RAW presents 'Off Plan', an adaptation of 'The Oresteia', at Project Arts Centre. Photo: Martin Rottenkolber

RAW presents 'Off Plan', an adaptation of 'The Oresteia', at Project Arts Centre. Photo: Martin Rottenkolber

RAW presents 'Off Plan', an adaptation of 'The Oresteia', at Project Arts Centre. Photo: Martin Rottenkolber

It’s often been noted that Irish dramatists seem to have an unusual affinity for Greek tragedy – but perhaps that reputation disguises the fact that the majority of Irish adaptations have been unsuccessful, both artistically and commercially. Marina Carr, for instance, re-imagined Medea as By the Bog of Cats in 1998, giving us one of the best productions of that decade – but her attempt to adapt The Oresteia as Ariel in 2002 was an enormous flop. Likewise, Conall Morrison followed up an amazing 2003 version of Antigone with The Bacchae of Baghdad, a sincere but confusing response to the invasion of Iraq. Indeed, since the early 1980s, there have been more than 25 Irish versions of Greek plays. Yet for every successful adaptation, there have been a great many others that were flawed.

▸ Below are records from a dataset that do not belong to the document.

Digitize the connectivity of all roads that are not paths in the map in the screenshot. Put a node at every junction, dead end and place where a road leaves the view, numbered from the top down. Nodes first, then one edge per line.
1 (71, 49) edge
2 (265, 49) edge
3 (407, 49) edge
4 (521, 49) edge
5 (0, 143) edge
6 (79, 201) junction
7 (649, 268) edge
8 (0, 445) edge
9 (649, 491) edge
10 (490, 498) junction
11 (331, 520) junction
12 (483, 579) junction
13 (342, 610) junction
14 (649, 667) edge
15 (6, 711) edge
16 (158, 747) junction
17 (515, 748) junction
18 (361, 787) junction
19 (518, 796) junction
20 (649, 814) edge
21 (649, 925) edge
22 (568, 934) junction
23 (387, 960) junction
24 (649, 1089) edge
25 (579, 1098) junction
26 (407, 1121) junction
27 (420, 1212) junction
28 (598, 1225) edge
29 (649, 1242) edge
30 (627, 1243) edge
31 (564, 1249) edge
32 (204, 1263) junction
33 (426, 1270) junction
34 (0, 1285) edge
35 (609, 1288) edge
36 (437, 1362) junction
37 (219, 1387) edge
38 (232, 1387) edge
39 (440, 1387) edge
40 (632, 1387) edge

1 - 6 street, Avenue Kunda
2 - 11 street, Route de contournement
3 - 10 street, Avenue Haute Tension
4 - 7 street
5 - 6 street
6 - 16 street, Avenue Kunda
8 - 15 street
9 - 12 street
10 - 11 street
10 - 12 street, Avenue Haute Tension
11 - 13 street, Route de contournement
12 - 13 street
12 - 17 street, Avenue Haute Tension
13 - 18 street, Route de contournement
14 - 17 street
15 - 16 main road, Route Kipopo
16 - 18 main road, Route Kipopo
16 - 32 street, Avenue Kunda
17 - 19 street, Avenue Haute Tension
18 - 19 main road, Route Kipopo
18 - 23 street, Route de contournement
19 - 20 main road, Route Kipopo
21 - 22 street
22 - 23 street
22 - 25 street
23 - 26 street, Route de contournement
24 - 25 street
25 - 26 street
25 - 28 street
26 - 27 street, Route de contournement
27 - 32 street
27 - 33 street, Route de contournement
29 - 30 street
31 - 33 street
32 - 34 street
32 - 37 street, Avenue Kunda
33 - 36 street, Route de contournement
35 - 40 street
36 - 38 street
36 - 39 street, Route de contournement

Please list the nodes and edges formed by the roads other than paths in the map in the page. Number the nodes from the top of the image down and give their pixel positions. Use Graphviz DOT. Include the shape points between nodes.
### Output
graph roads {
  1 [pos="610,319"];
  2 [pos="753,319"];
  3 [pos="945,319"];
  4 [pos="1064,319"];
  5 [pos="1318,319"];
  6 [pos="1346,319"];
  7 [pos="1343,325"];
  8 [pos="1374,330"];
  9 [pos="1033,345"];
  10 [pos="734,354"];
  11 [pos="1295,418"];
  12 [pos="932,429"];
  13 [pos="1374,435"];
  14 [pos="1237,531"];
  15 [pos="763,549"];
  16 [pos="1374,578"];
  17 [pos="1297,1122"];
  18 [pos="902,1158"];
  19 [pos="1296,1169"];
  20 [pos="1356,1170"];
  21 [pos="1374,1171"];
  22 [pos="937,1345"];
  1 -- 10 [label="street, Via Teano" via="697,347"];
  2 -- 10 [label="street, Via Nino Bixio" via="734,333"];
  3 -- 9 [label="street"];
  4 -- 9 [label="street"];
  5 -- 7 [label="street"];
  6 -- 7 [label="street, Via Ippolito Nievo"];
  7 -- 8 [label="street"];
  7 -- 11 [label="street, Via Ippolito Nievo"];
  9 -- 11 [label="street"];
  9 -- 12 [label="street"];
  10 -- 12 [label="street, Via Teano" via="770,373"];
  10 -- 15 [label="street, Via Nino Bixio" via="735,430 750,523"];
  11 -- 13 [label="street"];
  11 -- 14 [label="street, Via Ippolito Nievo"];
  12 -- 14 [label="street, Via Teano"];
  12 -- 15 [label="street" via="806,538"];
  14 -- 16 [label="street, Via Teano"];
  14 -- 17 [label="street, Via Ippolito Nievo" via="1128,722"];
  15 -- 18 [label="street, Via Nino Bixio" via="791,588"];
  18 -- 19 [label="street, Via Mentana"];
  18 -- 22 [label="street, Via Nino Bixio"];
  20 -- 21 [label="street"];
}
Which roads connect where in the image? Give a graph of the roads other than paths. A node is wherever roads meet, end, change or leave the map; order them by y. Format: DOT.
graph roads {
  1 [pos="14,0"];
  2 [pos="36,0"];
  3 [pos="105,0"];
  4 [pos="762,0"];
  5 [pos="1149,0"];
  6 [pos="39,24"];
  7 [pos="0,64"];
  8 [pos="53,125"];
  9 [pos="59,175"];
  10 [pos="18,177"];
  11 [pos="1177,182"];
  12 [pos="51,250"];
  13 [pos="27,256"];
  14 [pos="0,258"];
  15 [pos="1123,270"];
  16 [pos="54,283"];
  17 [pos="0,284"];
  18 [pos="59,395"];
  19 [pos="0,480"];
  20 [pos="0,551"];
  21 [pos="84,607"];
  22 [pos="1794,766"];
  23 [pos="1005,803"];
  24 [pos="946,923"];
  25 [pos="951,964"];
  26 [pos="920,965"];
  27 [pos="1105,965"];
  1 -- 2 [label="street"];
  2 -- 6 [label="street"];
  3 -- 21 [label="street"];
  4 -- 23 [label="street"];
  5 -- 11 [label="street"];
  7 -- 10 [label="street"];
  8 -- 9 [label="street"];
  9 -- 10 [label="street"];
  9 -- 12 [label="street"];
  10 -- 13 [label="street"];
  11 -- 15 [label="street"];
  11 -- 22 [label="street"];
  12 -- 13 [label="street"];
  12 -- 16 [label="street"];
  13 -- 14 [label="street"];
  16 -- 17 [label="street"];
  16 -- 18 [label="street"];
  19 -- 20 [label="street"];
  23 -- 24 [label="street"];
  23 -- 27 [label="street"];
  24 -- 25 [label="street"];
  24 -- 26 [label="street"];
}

One explanation for that problem is language. Greek drama was intended to be performed on a bare stage by masked actors, so the characters’ speech had to convey a lot of information that today might be communicated with a facial expression or a gesture, or with lighting and set design. As a result, many ‘modern’ Greek tragedies can sound stilted and overblown. Another problem is that such adaptations are often produced to make a simplistic political point. They ought to draw out features from the original, allowing them to resonate in the present, but too often they simply reduce the play’s meaning to a narrowly local context – the obvious example being the overuse of Antigone to comment on the Troubles.

What is most interesting about Simon Doyle’s adaptation of The Oresteia is that it combines the most and least successful characteristics of recent Irish adaptations of Greek tragedies. In Rachel West’s production, the action is relocated to present-day Ireland, with the sack of Troy re-imagined in terms of the development of a housing estate called Trojan Falls. But that local context only rarely intrudes upon what is a largely faithful re-enactment of the story of The Oresteia, in which Clytemnestra (Emma McIvor) kills her husband Agamemnon (Anthony Brophy), but is in turn murdered by her children Electra and Orestes (Mary Murray and Paul Mallon), together with her lover Aegisthus (Gary Murphy). Filling the choric role is a soldier (Alan Howley), while Maebh Cheasty also appears, playing Cassandra and Athena.

In general, all of the characters’ speech has a natural grandeur that allows for the creation of some evocative images – especially at the start of the play, when the audience is directly addressed several times. Also impressive is the interaction of Electra and Orestes in the play’s long second part. As performed by Murray and Mahon, their speech uses a lilting rhythm that conveys the growing intimacy between brother and sister, while adding tension to the development of their plot to kill Clytemnestra. Doyle’s achievement here is quite unusual: he manages to make his characters seem significant without ever making them sound pompous.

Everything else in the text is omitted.